The painting was crafted in 1862 and was inspired by Indians who resided in the West. During his first visit to this region, Albert was astonished by the Plains tribes and their way of life. Their lifestyle and land terrain spoke to his artistic instincts, and he thus came up with this masterpiece. However, this painting was completed later on in his life at his studio in New York. Critics, however, have it that Albert did not experience this scene first hand, but it was only a figment of his imagination. The structure of the image was informed by the existing cultural attitudes of the nineteenth century.
The image is about Plains Indians who are seemingly basking in the afternoon sunset outside their camps. However, there is a deeper meaning to this painting. The sunset is used as a symbol to represent the vanishing race of American Indians. However, later on, this was found to be only a misconception as the race is still in existence. To further describe the image, some trees are visible, and a couple of local folks are on horseback. In addition, the sunset displayed on the image gives the impression that the setting is in a late afternoon, and one can see some mountains from a distance.
The theme of this painting is rather calm and relaxing. The sunset is very well crafted and oozes a calm feeling when one pays a keen eye to it. Further, the folks are going about their business as usual.

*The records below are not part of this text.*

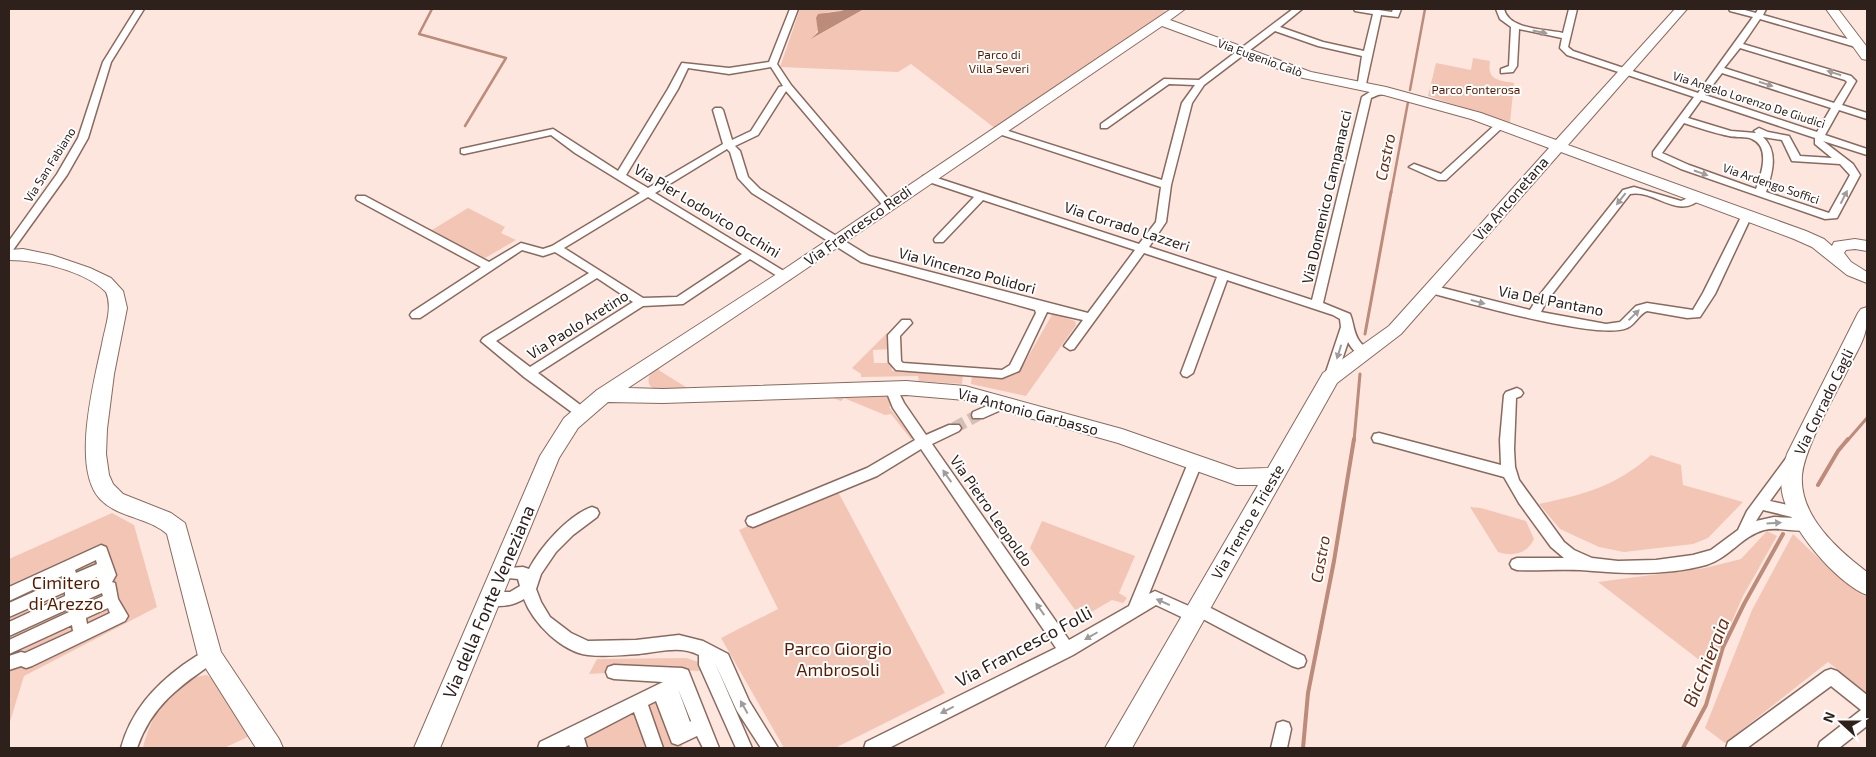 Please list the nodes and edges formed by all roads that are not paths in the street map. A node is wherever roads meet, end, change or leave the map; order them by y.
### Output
1 (140, 9) edge
2 (794, 9) edge
3 (1179, 9) edge
4 (1298, 9) edge
5 (1358, 9) edge
6 (1574, 9) edge
7 (1681, 9) edge
8 (1733, 9) edge
9 (1832, 9) edge
10 (1378, 12) junction
11 (1396, 12) edge
12 (1500, 12) edge
13 (1761, 12) edge
14 (1160, 21) junction
15 (1515, 26) junction
16 (1272, 27) junction
17 (1567, 32) junction
18 (1738, 45) junction
19 (1859, 45) junction
20 (1241, 51) junction
21 (1367, 54) junction
22 (1867, 56) edge
23 (773, 64) junction
24 (1719, 70) junction
25 (1510, 71) dead end
26 (1624, 72) junction
27 (1201, 83) junction
28 (788, 87) junction
29 (1360, 87) junction
30 (1699, 97) junction
31 (1837, 107) junction
32 (718, 110) dead end
33 (1867, 116) edge
34 (1764, 118) junction
35 (1682, 119) junction
36 (1500, 125) junction
37 (1104, 126) dead end
38 (1573, 128) junction
39 (999, 131) junction
40 (1757, 134) junction
41 (1820, 136) junction
42 (1558, 145) junction
43 (729, 146) junction
44 (464, 151) dead end
45 (1867, 152) edge
46 (1594, 159) junction
47 (1546, 160) junction
48 (1842, 161) junction
49 (1414, 167) dead end
50 (620, 176) junction
51 (927, 178) junction
52 (1166, 185) junction
53 (646, 192) junction
54 (1760, 193) junction
55 (982, 195) junction
56 (1697, 197) junction
57 (361, 198) dead end
58 (888, 205) junction
59 (1746, 215) junction
60 (939, 240) dead end
61 (836, 241) junction
62 (1855, 247) edge
63 (9, 248) edge
64 (556, 248) junction
65 (1142, 248) junction
66 (750, 254) junction
67 (9, 255) edge
68 (490, 266) junction
69 (598, 273) junction
70 (1224, 274) junction
71 (786, 276) junction
72 (1867, 279) edge
73 (1432, 289) junction
74 (641, 302) junction
75 (1317, 304) junction
76 (1035, 305) junction
77 (1867, 313) edge
78 (416, 316) dead end
79 (1535, 316) junction
80 (1090, 318) junction
81 (906, 322) dead end
82 (1347, 327) junction
83 (1070, 346) dead end
84 (1366, 353) junction
85 (646, 366) junction
86 (1187, 373) dead end
87 (528, 374) junction
88 (1330, 378) junction
89 (891, 388) junction
90 (1517, 393) dead end
91 (604, 395) junction
92 (663, 396) junction
93 (1005, 402) junction
94 (582, 413) junction
95 (978, 415) tunnel mouth
96 (954, 428) tunnel mouth
97 (562, 435) junction
98 (1379, 438) dead end
99 (924, 442) junction
100 (1797, 454) junction
101 (550, 456) joint
102 (1196, 463) junction
103 (1510, 473) junction
104 (1275, 475) junction
105 (1236, 477) junction
106 (1262, 498) junction
107 (1760, 504) junction
108 (592, 513) dead end
109 (1804, 519) junction
110 (753, 521) dead end
111 (1743, 534) junction
112 (1517, 564) dead end
113 (1592, 565) junction
114 (67, 567) junction
115 (105, 567) junction
116 (501, 573) junction
117 (71, 582) junction
118 (1867, 585) edge
119 (102, 586) junction
120 (529, 588) junction
121 (9, 594) edge
122 (74, 599) junction
123 (490, 599) junction
124 (111, 600) junction
125 (9, 609) edge
126 (1134, 611) junction
127 (1196, 612) junction
128 (77, 616) junction
129 (11, 628) edge
130 (82, 634) junction
131 (1067, 650) junction
132 (707, 651) junction
133 (13, 653) edge
134 (210, 656) junction
135 (1298, 661) dead end
136 (614, 672) dead end
137 (683, 679) junction
138 (639, 701) junction
139 (1867, 705) edge
140 (1867, 716) edge
141 (702, 726) junction
142 (1283, 729) dead end
143 (686, 734) junction
144 (577, 741) edge
145 (129, 748) edge
146 (270, 748) edge
147 (426, 748) edge
148 (546, 748) edge
149 (655, 748) edge
150 (711, 748) edge
151 (744, 748) edge
152 (770, 748) edge
153 (872, 748) edge
154 (1118, 748) edge
155 (1279, 748) edge
156 (1734, 748) edge
157 (1826, 748) edge

1 - 63 street, Via San Fabiano
2 - 23 street
3 - 14 main road, Via Francesco Redi
4 - 16 street
5 - 10 street
6 - 17 street
7 - 26 main road, Via Anconetana
8 - 13 street
9 - 19 main road
10 - 11 street
10 - 21 street, Via Domenico Campanacci
12 - 15 street
12 - 17 street
13 - 18 street
13 - 19 street
14 - 20 main road, Via Eugenio Calò
14 - 39 main road, Via Francesco Redi
15 -> 17 street
15 - 25 street
16 - 20 street
16 - 21 street
17 - 26 street, Via Angelo Lorenzo De Giudici
18 - 24 street
31 -> 18 street
19 - 22 main road
20 - 27 street
20 - 29 main road, Via Eugenio Calò
21 - 29 street, Via Domenico Campanacci
23 - 28 street
23 - 50 street, Via Pier Lodovico Occhini
24 - 30 street
24 -> 31 street
26 - 30 street, Via Angelo Lorenzo De Giudici
26 - 38 main road, Via Anconetana
27 - 37 street
27 - 52 street
28 - 43 street
28 - 58 street
29 - 36 street
29 - 75 street, Via Domenico Campanacci
30 - 34 street, Via Angelo Lorenzo De Giudici
30 - 35 street
31 - 33 street
31 - 41 street
32 - 43 street, Via Vincenzo Polidori
34 - 40 street
34 - 41 street, Via Angelo Lorenzo De Giudici
35 - 40 street
35 -> 54 street, Via Ardengo Soffici
36 - 42 main road
36 - 49 street
38 - 42 main road, Via Anconetana
38 - 46 main road
39 - 51 main road, Via Francesco Redi
39 - 52 street
40 - 48 street
40 - 54 street
41 - 45 street, Via Angelo Lorenzo De Giudici
41 - 48 street, Via Ardengo Soffici
42 - 46 main road
42 - 47 main road, Via Anconetana
43 - 53 street
43 - 61 street, Via Vincenzo Polidori
44 - 50 street
46 - 47 main road
46 - 56 main road
47 - 73 main road, Via Anconetana
54 -> 48 street, Via Ardengo Soffici
50 - 53 street, Via Pier Lodovico Occhini
51 - 55 street, Via Corrado Lazzeri
51 - 58 main road, Via Francesco Redi
52 - 65 street
53 - 64 street
53 - 66 street, Via Pier Lodovico Occhini
55 - 60 street
55 - 65 street, Via Corrado Lazzeri
56 - 59 main road
56 -> 79 street
57 - 68 street
58 - 61 main road, Via Francesco Redi
59 - 62 main road
79 -> 59 street, Via Del Pantano
61 - 71 main road, Via Francesco Redi
61 - 76 street, Via Vincenzo Polidori
62 - 72 main road
64 - 68 street
64 - 69 street
65 - 70 street, Via Corrado Lazzeri
65 - 80 street
66 - 71 street, Via Pier Lodovico Occhini
66 - 74 street, Via Paolo Aretino
67 - 134 main road
68 - 78 street
69 - 74 street
69 - 87 street
70 - 75 street, Via Corrado Lazzeri
70 - 86 street
71 - 85 main road, Via Francesco Redi
73 -> 79 street, Via Del Pantano
73 - 84 main road, Via Anconetana
74 - 87 street, Via Paolo Aretino
75 - 82 street
76 - 80 street
76 - 81 street, Via Vincenzo Polidori
77 - 100 main road, Via Corrado Cagli
80 - 83 street
82 - 84 street
82 -> 88 street, Via Trento e Trieste
84 - 88 main road, Via Anconetana
85 - 91 main road, Via Francesco Redi
85 - 92 main road
87 - 94 street
88 - 104 main road, Via Trento e Trieste
89 - 92 main road, Via Antonio Garbasso
89 - 93 main road, Via Antonio Garbasso
89 - 99 street, Via Pietro Leopoldo
90 - 103 street
91 - 92 main road, Via Antonio Garbasso
91 - 94 main road, Via Francesco Redi
92 - 97 main road, Via Antonio Garbasso
93 - 95 street
93 - 102 main road, Via Antonio Garbasso
94 - 97 main road, Via Francesco Redi
96 - 99 street
97 - 101 main road, Via Francesco Redi
98 - 103 street
99 - 110 street
131 -> 99 street, Via Pietro Leopoldo
100 - 107 street
100 - 109 main road, Via Corrado Cagli
101 - 116 street, Via della Fonte Veneziana
102 - 105 main road, Via Antonio Garbasso
102 - 126 street
103 - 113 street
104 - 105 main road, Via Antonio Garbasso
104 - 106 main road, Via Trento e Trieste
105 - 106 main road, Via Antonio Garbasso
106 - 127 main road, Via Trento e Trieste
107 - 109 street
107 - 111 street
108 - 120 street
111 -> 109 street
109 - 118 main road, Via Corrado Cagli
111 - 113 street
112 - 113 street
114 - 115 street
114 - 117 street
114 - 121 street
115 - 117 street
115 - 119 street
116 - 120 street
116 - 123 street, Via della Fonte Veneziana
117 - 122 street
117 - 125 street
119 - 122 street
119 - 124 street
120 - 123 street
120 - 132 street
122 - 128 street
122 - 129 street
123 - 147 street, Via della Fonte Veneziana
124 - 128 street
124 - 130 street
125 - 129 street
127 -> 126 street, Via Francesco Folli
126 -> 131 street, Via Francesco Folli
127 - 135 street
127 - 154 main road, Via Trento e Trieste
128 - 130 street
128 - 133 street
129 - 133 street
130 - 133 street
131 -> 153 street, Via Francesco Folli
132 - 151 street
152 -> 132 street
134 - 145 street
134 - 146 main road
136 - 137 street
137 - 141 street
137 - 143 street
138 - 143 street
138 - 144 street
138 - 149 street
139 - 156 street
140 - 157 street
141 - 143 street
141 - 150 street
142 - 155 street
144 - 148 street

As stated earlier, this painting was completed by Albert Bierstadt in his New York studio but was started in 1859 during his tour to the West. It was completed in 1862 and has been on display since then. Its dimensions are 50.8*71.1 cm originally. However, the medium on which it was painted in oil on canvas was a rather popular method of painting during the mid-nineteenth century. If you are an art enthusiast or a fan of Albert’s work, you can get to view the painting in Crystal Bridges Museum of American Art. It is located in Bentonville, Arkansas. Bring your friends and family to experience the works of Albert firsthand.